Tapeworms are a parasite usually obtained by eating undercooked meat or fish. It cannot be spread from individual to individual. Usually it is acquired when traveling to a foreign country; it is uncommon in the United States. It can be detected through a stool sample examined in a laboratory.

Living With Your Diagnosis
Many times individuals don’t have any symptoms. However, they should be checked for tapeworms if they have recently traveled outside the United States and then have the following symptoms and signs: diarrhea, pain in the upper abdomen, unexplained weight loss, or anemia.
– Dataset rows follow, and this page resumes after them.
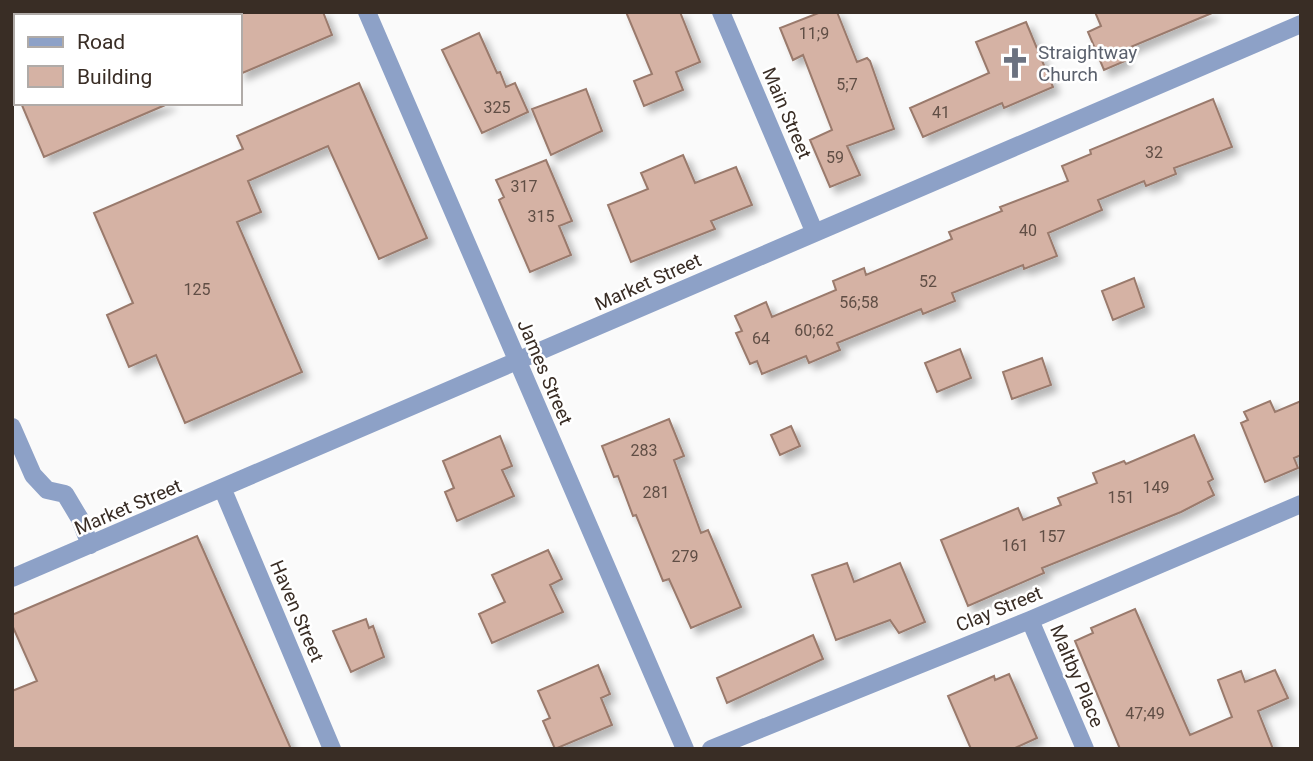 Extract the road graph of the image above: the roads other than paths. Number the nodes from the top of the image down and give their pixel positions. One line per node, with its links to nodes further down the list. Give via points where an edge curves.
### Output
1 (367, 12): 5 (street, James Street)
2 (721, 12): 4 (street, Main Street)
3 (1301, 24): 4 (street, Market Street)
4 (814, 231): 5 (street, Market Street)
5 (519, 362): 7 (street, Market Street); 13 (street, James Street)
6 (12, 427): 9 (street, via 33,475 47,490 65,494)
7 (223, 490): 9 (street, Market Street); 12 (street, Haven Street)
8 (1301, 504): 11 (street, Clay Street)
9 (90, 545): 10 (street, Market Street)
10 (12, 578)
11 (1030, 620): 14 (street, Clay Street); 15 (street, Maltby Place)
12 (332, 749)
13 (685, 749)
14 (712, 749)
15 (1085, 749) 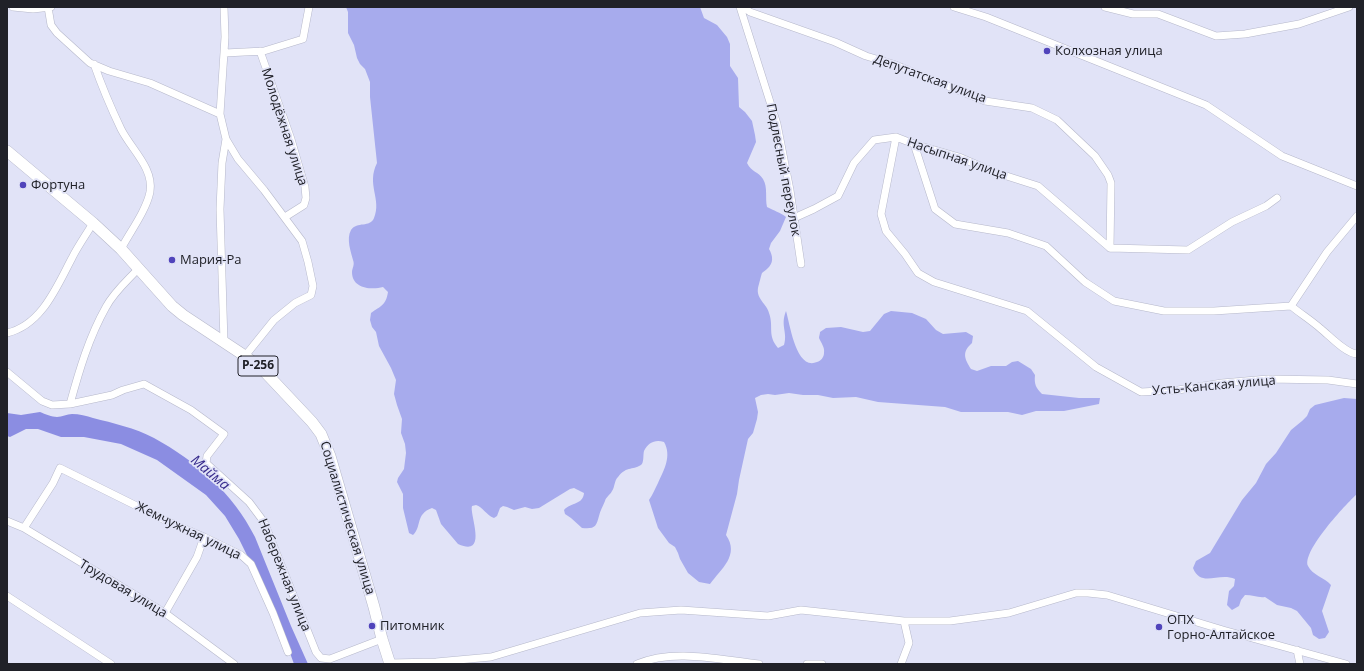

Your doctor will prescribe a drug to kill the parasite. One dose is usually all that is required. A repeat stool specimen should be examined in 3–6 weeks to make sure you are cured. There are no restrictions in activity or your diet. You may have side effects from the medication such as headache, drowsiness, nausea, vomiting, and loss of appetite. Stomach upset can be lessened by taking the medication with food.

The DOs
• Take the medication as directed.
• Have a follow-up examination in 3–6 weeks.
• Have all family members checked for the infection.
• Avoid undercooked meat and fish.
• Buy only meats that have been inspected.

The DON’Ts
• Don’t skip your follow-up examination.
• Don’t eat undercooked meats or fish while traveling in a foreign country.

When to Call Your Doctor
• If you have any symptoms after treatment.